Data listing:
◇ ◇ ◇ ◇ ◇ ◇ ◇

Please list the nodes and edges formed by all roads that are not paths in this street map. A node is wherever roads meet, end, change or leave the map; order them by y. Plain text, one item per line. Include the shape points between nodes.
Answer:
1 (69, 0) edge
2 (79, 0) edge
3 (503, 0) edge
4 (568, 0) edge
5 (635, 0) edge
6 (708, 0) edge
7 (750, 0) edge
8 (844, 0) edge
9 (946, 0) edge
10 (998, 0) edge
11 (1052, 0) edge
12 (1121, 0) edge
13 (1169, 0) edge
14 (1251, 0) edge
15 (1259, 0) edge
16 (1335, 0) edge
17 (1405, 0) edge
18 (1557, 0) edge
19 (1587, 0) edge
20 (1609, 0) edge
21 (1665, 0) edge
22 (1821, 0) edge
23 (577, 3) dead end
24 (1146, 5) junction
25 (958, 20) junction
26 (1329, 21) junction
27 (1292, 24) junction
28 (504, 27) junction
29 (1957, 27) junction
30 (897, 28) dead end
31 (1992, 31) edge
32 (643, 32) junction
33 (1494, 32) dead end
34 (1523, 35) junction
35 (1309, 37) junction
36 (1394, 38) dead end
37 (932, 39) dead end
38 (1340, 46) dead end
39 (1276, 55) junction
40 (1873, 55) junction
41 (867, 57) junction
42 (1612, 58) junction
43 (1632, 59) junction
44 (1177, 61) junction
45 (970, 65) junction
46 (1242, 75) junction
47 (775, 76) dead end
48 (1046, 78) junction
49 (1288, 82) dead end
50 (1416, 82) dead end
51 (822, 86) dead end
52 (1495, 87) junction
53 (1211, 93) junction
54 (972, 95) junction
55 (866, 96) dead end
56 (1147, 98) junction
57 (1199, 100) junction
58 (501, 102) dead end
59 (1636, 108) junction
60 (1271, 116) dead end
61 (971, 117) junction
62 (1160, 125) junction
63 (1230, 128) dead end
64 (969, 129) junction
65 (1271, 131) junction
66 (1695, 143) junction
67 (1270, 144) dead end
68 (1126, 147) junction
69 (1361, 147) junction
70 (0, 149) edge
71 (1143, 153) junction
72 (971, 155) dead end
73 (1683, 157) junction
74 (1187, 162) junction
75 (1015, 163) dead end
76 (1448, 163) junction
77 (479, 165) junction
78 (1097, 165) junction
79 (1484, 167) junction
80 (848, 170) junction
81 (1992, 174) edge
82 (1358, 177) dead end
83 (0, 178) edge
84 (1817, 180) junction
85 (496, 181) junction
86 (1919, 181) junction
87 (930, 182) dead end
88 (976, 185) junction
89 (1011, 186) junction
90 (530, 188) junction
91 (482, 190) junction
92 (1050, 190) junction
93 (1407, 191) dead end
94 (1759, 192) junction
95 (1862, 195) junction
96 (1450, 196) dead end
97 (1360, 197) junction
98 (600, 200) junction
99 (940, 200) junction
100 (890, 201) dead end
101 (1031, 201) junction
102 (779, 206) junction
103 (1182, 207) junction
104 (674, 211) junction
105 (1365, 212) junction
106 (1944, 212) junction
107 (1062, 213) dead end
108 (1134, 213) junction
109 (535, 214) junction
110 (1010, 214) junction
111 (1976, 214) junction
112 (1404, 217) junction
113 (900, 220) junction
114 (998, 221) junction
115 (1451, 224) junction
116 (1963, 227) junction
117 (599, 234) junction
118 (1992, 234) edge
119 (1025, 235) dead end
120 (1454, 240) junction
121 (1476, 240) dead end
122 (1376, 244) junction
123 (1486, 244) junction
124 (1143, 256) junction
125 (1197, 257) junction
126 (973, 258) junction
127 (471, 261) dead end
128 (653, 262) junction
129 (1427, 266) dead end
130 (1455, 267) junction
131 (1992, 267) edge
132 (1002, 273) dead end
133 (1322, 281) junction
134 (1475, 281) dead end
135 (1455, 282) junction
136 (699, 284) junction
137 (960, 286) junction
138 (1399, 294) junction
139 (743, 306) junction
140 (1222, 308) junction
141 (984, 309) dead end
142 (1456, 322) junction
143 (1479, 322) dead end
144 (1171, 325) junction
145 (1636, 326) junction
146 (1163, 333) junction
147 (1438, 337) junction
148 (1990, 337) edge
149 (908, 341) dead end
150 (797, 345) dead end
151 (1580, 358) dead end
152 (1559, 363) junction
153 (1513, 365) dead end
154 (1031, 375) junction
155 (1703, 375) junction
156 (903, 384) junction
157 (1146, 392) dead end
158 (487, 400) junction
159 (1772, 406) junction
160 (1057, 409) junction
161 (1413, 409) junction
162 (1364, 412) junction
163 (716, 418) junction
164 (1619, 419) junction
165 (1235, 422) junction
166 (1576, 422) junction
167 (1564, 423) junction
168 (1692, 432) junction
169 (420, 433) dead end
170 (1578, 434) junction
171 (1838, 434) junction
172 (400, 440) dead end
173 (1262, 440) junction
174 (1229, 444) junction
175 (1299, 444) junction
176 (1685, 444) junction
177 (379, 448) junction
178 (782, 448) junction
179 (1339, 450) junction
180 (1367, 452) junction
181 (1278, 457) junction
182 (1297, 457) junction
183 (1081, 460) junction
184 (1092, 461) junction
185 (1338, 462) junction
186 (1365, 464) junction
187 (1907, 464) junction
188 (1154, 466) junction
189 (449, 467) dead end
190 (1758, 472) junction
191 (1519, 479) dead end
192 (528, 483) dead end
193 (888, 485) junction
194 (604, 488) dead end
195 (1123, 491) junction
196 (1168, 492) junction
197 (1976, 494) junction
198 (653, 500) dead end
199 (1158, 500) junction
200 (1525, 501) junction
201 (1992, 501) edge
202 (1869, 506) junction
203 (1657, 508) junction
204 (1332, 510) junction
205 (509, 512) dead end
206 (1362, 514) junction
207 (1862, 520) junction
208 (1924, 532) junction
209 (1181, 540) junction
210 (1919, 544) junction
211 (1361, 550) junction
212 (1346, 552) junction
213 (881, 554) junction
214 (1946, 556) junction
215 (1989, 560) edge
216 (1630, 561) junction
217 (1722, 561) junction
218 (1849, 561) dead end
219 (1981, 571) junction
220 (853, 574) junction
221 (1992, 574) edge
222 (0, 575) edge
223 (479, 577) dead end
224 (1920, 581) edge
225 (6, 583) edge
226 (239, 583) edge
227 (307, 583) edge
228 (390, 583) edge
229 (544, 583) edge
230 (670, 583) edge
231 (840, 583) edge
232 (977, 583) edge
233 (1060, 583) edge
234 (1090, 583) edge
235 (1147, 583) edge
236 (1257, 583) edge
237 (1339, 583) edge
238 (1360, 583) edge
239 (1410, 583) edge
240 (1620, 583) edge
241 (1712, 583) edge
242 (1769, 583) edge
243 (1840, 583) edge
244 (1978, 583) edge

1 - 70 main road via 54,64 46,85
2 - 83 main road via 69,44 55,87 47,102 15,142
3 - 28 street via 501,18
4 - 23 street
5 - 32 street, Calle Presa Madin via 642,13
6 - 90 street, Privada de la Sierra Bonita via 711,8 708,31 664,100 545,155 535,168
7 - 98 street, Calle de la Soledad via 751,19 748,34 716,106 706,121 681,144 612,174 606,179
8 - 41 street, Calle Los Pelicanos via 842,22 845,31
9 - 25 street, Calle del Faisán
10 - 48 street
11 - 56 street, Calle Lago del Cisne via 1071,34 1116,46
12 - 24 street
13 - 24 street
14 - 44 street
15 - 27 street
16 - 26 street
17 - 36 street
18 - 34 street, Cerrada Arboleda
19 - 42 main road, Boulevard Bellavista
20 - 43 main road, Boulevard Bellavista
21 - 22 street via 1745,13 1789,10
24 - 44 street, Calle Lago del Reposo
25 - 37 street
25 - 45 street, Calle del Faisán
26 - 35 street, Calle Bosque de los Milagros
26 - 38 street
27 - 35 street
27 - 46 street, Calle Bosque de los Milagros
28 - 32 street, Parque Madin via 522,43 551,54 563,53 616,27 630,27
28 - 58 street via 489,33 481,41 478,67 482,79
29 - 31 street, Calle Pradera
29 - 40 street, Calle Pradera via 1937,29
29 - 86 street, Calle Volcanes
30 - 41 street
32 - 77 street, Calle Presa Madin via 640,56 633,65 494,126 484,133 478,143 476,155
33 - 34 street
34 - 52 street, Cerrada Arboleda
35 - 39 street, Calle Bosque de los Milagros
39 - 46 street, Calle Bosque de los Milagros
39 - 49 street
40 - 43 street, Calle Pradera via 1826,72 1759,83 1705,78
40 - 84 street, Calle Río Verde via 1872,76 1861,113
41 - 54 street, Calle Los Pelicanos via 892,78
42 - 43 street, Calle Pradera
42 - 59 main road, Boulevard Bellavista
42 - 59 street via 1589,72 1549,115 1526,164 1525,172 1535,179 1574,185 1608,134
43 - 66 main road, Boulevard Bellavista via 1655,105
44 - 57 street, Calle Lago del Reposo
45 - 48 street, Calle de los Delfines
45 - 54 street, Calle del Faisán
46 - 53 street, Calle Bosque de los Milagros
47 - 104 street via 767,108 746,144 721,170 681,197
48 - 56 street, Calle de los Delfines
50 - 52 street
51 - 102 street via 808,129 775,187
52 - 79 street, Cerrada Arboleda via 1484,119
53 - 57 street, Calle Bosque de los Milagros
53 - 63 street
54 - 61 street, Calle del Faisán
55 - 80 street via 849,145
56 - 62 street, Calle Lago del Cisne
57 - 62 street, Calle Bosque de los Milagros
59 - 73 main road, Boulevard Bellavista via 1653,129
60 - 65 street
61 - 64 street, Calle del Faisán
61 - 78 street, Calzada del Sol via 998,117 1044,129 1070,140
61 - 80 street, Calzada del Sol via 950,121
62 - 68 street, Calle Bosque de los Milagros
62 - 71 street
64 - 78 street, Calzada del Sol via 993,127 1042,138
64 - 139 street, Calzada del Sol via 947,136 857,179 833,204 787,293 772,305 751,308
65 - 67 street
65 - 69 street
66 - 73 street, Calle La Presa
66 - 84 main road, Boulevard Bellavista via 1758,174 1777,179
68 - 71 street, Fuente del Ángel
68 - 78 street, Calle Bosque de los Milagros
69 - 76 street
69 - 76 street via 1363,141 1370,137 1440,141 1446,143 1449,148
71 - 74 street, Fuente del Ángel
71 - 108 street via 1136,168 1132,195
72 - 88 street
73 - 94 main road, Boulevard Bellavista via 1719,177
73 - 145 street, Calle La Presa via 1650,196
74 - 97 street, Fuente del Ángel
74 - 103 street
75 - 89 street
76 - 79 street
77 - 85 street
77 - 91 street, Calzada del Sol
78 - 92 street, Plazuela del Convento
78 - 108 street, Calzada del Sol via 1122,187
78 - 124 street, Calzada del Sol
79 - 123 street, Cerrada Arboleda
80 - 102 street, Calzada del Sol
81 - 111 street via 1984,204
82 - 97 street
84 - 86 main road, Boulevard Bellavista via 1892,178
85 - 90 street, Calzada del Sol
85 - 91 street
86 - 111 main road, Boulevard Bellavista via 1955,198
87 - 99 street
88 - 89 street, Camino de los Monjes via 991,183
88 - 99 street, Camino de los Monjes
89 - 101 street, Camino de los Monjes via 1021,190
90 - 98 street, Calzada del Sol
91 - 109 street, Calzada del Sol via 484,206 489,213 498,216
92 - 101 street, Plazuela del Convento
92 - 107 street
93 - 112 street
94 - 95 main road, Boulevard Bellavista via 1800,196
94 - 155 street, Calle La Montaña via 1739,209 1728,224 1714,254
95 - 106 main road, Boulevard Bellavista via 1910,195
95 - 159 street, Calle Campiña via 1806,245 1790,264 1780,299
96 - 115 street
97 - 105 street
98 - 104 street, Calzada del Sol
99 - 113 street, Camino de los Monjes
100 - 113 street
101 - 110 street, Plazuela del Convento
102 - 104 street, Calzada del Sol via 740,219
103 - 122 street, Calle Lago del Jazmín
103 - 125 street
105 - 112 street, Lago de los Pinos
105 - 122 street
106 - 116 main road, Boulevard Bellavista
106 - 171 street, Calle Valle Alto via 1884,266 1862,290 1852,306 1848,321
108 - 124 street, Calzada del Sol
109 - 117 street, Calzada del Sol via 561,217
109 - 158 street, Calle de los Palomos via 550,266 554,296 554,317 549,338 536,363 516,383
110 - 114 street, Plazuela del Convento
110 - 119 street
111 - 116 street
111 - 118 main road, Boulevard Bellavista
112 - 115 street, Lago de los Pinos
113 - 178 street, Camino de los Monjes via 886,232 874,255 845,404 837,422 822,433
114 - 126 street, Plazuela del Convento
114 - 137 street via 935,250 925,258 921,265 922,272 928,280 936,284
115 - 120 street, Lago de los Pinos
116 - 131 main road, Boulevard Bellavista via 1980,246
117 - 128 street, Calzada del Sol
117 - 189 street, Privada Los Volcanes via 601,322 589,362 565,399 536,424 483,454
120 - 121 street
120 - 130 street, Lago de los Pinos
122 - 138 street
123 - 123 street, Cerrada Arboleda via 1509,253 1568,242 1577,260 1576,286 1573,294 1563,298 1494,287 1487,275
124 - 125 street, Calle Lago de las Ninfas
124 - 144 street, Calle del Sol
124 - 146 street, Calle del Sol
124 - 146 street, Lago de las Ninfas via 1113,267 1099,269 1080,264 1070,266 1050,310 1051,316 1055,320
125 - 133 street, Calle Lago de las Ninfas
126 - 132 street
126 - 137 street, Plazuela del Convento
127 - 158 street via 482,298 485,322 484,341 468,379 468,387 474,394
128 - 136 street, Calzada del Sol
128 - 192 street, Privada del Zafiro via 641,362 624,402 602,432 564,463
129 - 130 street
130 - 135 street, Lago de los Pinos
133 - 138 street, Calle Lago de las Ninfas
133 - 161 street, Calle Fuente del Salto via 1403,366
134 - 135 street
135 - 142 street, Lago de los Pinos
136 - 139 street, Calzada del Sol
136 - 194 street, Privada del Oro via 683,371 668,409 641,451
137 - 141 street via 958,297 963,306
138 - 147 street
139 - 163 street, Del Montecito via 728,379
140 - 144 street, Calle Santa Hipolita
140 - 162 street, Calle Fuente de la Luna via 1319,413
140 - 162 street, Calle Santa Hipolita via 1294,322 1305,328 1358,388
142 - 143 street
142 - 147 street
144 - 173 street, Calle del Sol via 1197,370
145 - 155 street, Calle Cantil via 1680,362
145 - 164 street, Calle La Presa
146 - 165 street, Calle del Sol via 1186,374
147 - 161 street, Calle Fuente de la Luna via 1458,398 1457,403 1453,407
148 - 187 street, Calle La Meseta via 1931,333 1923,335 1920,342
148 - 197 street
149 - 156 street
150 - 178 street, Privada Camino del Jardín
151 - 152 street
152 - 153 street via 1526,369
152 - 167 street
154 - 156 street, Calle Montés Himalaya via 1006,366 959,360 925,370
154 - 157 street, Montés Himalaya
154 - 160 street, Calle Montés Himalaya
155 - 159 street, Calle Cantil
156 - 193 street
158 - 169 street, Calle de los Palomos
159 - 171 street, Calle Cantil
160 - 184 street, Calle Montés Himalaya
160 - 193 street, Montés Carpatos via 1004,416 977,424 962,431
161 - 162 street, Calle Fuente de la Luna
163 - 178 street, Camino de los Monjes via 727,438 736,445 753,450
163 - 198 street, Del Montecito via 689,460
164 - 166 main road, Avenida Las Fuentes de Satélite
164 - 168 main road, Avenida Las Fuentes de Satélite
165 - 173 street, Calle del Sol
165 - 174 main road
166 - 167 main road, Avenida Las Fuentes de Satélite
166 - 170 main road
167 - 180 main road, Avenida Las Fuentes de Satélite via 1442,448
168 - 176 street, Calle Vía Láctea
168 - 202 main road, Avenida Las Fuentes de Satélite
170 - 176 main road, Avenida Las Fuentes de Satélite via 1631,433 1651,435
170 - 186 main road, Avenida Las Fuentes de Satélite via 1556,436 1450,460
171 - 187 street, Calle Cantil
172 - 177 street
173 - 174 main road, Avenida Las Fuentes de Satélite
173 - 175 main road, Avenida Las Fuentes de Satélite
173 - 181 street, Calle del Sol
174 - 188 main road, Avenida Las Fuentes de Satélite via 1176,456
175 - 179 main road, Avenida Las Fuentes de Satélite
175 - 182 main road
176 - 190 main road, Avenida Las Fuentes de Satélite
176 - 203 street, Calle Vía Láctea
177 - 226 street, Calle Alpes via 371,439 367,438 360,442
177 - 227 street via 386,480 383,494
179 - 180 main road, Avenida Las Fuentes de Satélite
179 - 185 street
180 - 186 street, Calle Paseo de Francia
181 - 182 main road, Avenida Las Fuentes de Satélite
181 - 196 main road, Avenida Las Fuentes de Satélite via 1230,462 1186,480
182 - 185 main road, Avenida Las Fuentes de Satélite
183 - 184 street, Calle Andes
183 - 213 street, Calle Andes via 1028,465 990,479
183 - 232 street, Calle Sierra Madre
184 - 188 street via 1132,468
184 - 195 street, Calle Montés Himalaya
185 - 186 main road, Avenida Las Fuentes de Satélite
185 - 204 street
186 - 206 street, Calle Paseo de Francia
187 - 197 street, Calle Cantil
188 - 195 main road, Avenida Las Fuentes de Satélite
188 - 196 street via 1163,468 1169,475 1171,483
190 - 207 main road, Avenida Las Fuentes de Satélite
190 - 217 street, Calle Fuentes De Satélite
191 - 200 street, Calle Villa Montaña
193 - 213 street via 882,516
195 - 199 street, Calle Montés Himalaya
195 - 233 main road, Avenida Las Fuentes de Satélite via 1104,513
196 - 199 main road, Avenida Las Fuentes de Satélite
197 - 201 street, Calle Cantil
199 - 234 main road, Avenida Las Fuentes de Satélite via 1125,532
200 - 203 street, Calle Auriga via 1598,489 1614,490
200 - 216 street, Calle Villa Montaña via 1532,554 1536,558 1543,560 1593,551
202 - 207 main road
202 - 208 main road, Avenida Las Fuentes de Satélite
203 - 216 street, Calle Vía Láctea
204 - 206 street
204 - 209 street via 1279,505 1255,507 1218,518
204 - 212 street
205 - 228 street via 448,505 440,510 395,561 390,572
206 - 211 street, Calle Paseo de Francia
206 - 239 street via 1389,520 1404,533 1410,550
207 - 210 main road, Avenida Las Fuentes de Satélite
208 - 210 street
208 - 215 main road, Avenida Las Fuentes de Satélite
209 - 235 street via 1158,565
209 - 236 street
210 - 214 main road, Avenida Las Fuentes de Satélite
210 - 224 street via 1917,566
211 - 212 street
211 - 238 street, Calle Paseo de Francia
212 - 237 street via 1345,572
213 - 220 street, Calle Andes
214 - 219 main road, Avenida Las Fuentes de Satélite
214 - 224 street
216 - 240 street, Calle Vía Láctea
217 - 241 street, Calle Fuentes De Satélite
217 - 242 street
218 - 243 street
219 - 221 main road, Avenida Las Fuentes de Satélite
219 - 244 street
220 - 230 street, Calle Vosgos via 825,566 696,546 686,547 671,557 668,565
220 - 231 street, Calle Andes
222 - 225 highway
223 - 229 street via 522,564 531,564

◇ ◇ ◇ ◇ ◇ ◇ ◇

Task statement: Report each line of the entries where the word "Madin" occurs.

Task response:
5 - 32 street, Calle Presa Madin via 642,13
28 - 32 street, Parque Madin via 522,43 551,54 563,53 616,27 630,27
32 - 77 street, Calle Presa Madin via 640,56 633,65 494,126 484,133 478,143 476,155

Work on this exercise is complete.